(Stored data entries)

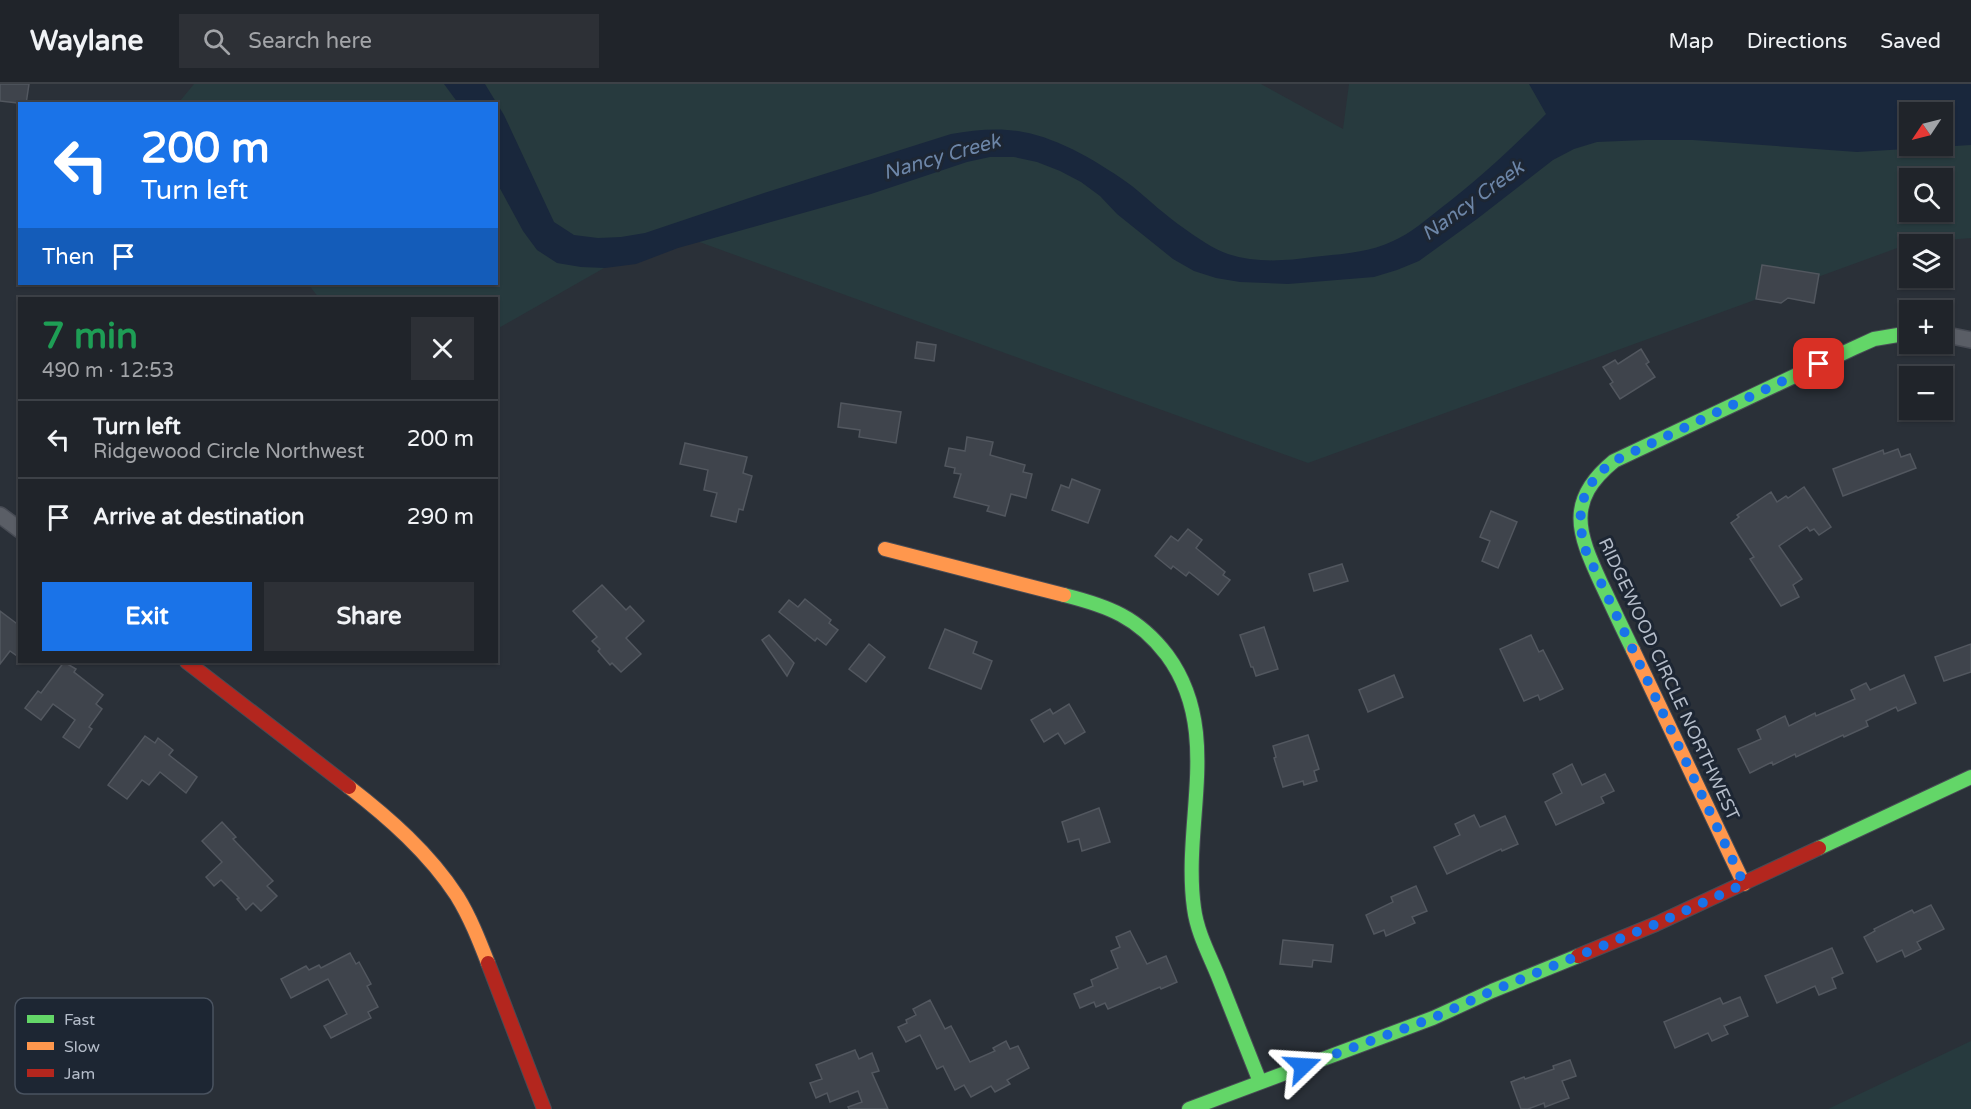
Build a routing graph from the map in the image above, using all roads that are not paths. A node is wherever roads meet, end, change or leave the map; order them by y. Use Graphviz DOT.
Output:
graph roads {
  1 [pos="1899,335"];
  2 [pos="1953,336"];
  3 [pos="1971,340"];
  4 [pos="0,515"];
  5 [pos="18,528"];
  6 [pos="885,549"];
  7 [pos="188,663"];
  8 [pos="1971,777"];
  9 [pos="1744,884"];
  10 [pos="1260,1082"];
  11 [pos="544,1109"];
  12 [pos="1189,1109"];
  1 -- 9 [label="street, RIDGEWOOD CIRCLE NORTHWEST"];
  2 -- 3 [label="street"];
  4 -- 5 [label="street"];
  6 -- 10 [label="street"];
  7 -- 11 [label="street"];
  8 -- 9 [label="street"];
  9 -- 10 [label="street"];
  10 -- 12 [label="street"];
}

* * *

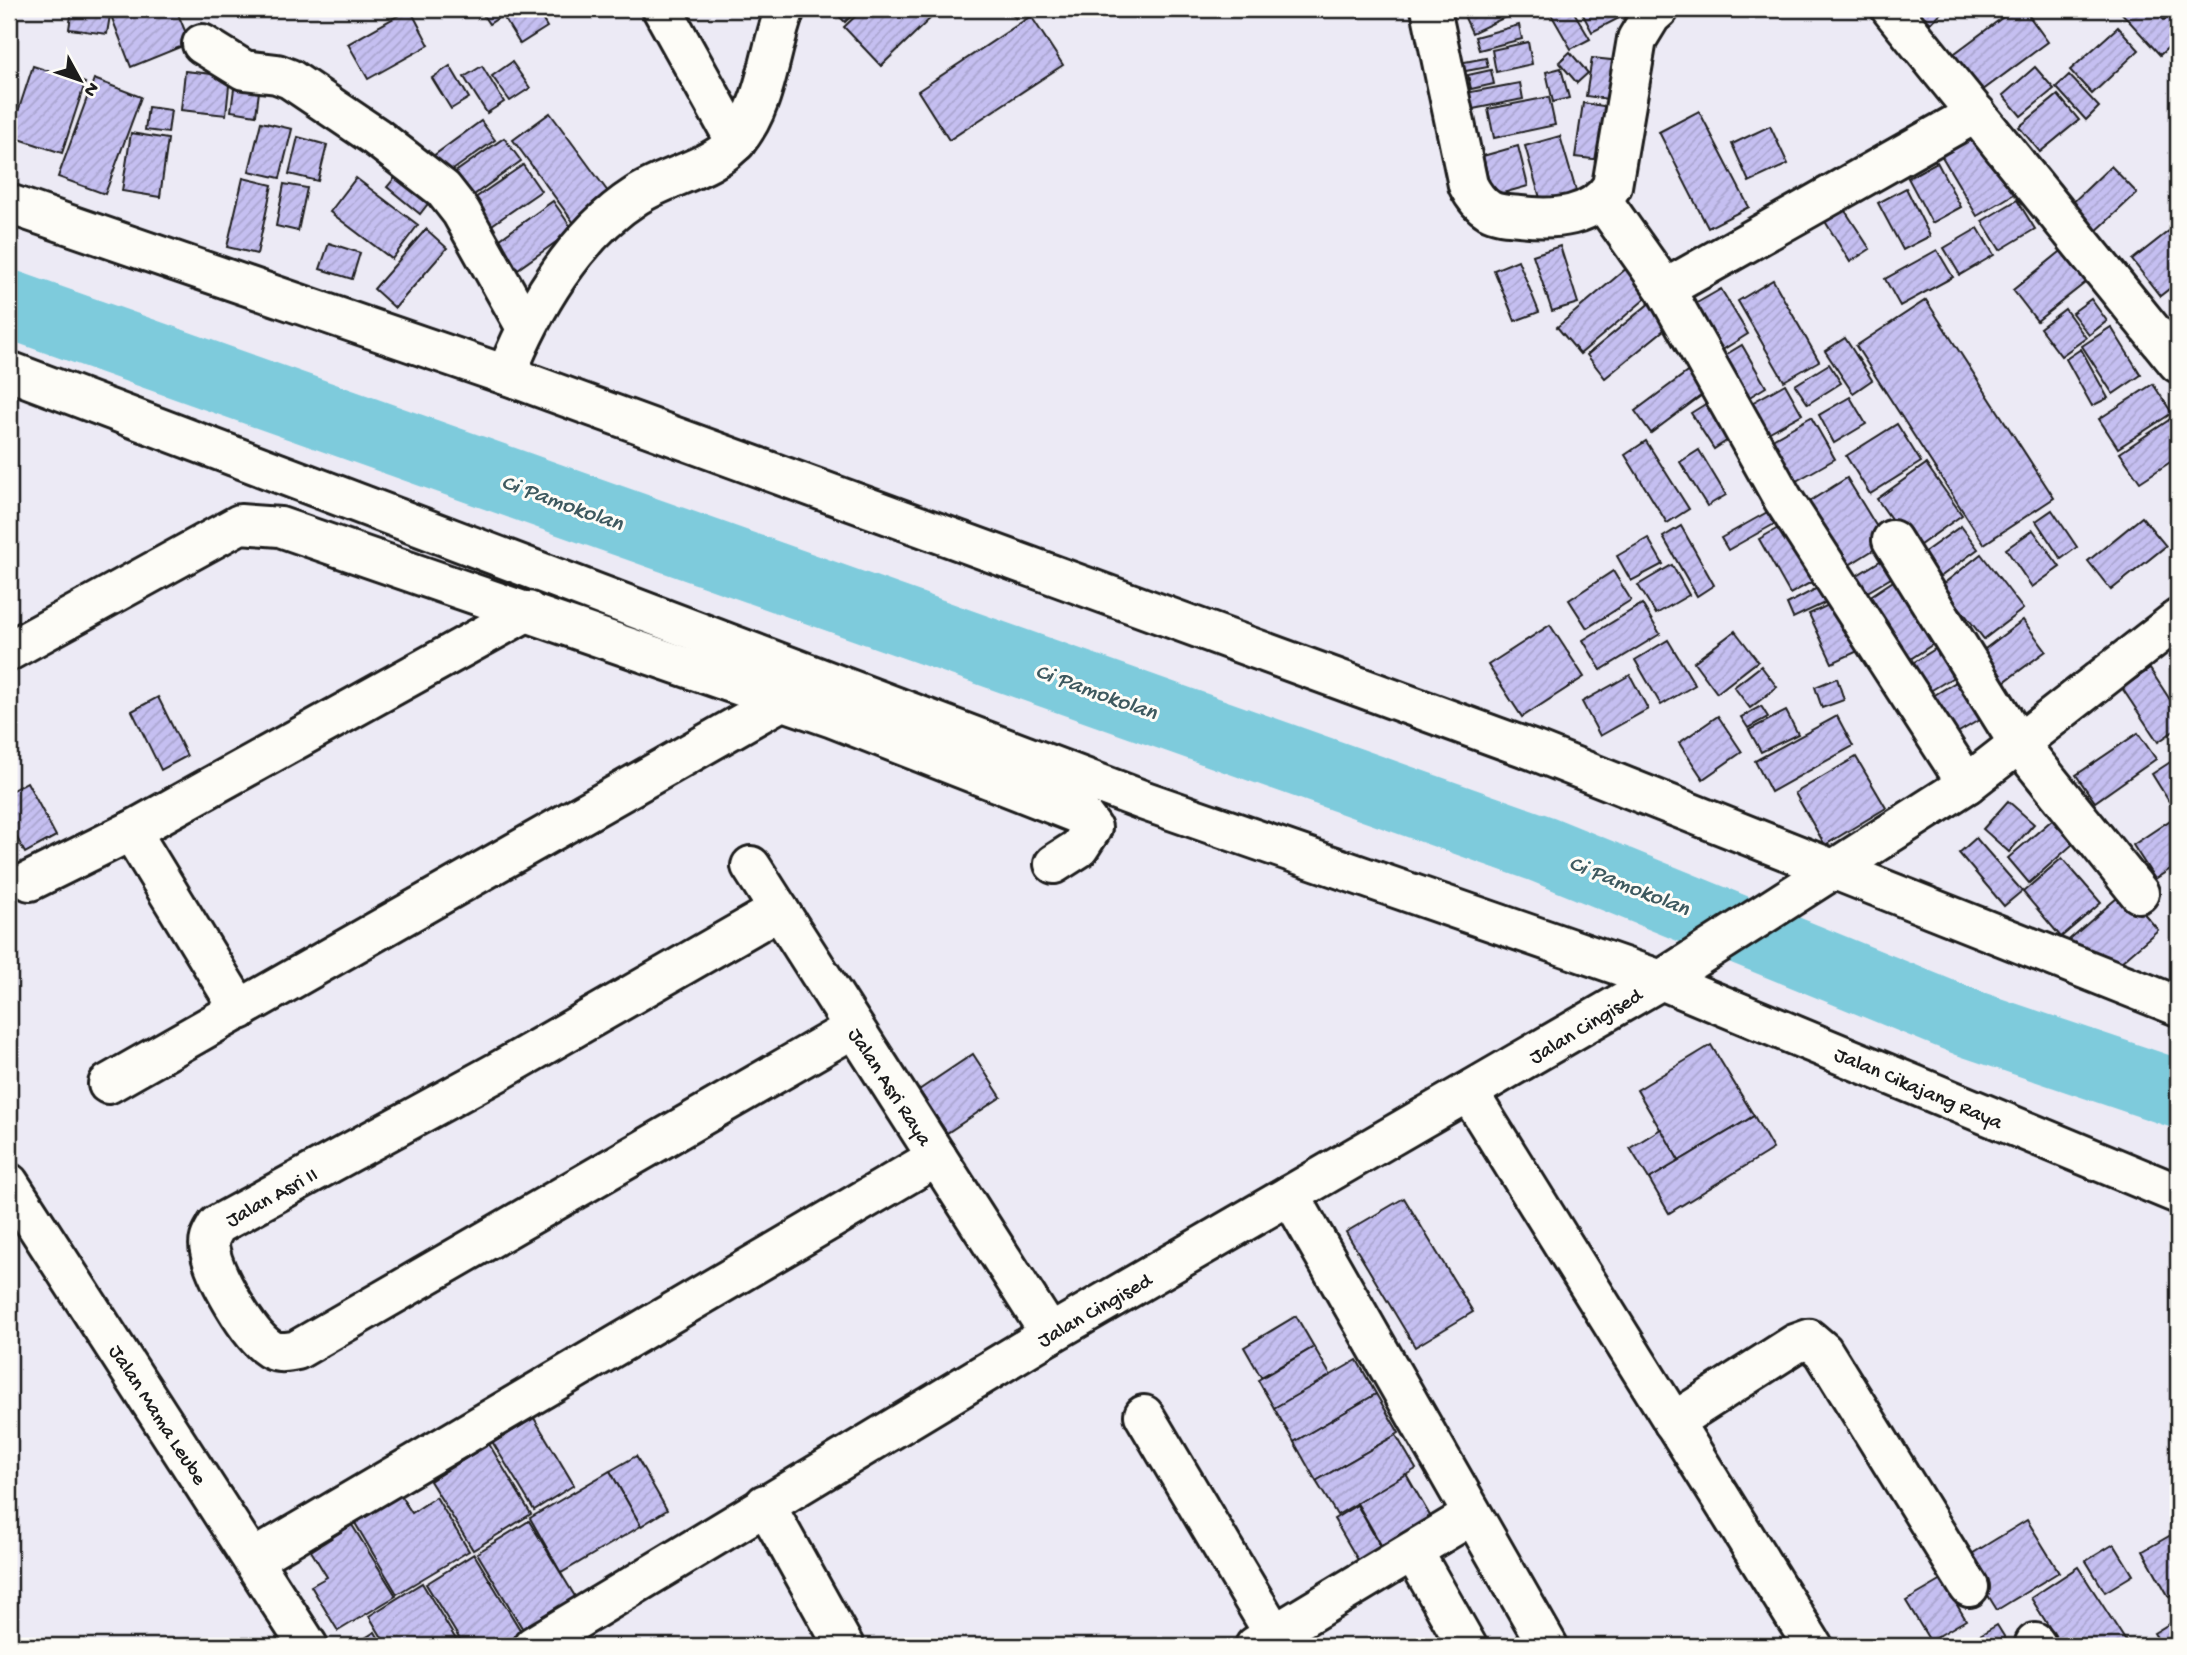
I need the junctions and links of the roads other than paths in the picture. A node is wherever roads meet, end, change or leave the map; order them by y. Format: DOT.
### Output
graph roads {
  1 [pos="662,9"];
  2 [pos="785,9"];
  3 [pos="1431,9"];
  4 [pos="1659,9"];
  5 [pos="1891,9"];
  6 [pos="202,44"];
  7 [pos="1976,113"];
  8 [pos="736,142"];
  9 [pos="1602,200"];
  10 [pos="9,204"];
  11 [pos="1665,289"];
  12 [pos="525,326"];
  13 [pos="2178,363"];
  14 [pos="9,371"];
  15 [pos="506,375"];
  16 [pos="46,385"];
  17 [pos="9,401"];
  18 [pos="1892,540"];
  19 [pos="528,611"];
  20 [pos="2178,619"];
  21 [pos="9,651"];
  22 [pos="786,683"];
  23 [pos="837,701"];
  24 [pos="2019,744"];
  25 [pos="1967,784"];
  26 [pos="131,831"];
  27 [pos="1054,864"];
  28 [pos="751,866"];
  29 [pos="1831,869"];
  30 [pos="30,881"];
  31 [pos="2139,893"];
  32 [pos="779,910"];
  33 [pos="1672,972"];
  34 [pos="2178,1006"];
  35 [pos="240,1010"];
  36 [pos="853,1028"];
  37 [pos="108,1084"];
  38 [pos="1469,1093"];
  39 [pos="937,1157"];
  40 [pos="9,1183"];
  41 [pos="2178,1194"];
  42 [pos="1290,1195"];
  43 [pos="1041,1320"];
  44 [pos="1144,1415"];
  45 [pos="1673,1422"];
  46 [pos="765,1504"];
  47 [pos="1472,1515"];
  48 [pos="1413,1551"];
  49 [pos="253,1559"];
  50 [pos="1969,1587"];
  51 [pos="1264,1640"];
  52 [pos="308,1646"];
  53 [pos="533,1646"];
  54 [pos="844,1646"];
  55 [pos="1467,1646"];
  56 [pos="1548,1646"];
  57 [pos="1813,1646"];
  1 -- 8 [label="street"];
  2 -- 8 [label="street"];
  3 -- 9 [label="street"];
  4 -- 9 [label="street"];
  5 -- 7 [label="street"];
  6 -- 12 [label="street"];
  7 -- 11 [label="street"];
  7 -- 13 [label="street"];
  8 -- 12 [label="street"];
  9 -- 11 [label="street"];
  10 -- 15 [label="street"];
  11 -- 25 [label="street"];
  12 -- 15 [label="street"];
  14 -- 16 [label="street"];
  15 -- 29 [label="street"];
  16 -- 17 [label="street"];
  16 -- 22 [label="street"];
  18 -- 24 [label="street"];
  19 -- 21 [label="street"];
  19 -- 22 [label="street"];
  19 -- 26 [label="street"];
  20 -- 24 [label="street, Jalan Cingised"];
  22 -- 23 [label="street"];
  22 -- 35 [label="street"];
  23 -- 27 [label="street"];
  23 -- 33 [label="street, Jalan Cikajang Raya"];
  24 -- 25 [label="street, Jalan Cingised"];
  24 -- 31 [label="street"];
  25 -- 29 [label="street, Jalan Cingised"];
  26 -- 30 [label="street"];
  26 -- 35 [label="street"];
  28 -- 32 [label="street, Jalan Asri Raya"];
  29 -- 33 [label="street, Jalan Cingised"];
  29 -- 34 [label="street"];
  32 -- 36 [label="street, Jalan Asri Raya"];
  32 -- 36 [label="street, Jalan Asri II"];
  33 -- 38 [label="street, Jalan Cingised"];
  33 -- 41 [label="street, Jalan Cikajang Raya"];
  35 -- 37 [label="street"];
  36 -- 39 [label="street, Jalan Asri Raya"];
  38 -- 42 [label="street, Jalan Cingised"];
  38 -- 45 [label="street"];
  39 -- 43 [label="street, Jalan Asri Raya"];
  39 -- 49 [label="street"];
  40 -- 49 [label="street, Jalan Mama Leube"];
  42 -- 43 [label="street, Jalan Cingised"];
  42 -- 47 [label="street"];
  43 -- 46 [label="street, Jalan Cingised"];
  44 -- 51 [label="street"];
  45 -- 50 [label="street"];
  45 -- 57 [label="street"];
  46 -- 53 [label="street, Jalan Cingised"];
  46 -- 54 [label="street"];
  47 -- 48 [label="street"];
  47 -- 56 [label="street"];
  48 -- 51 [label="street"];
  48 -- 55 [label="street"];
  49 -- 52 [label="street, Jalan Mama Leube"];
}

» YOUR ASSIGNMENT
For every line above that includes the word "them", return the line.

» RESULT BELOW
Build a routing graph from the map in the image above, using all roads that are not paths. A node is wherever roads meet, end, change or leave the map; order them by y. Use Graphviz DOT.
I need the junctions and links of the roads other than paths in the picture. A node is wherever roads meet, end, change or leave the map; order them by y. Format: DOT.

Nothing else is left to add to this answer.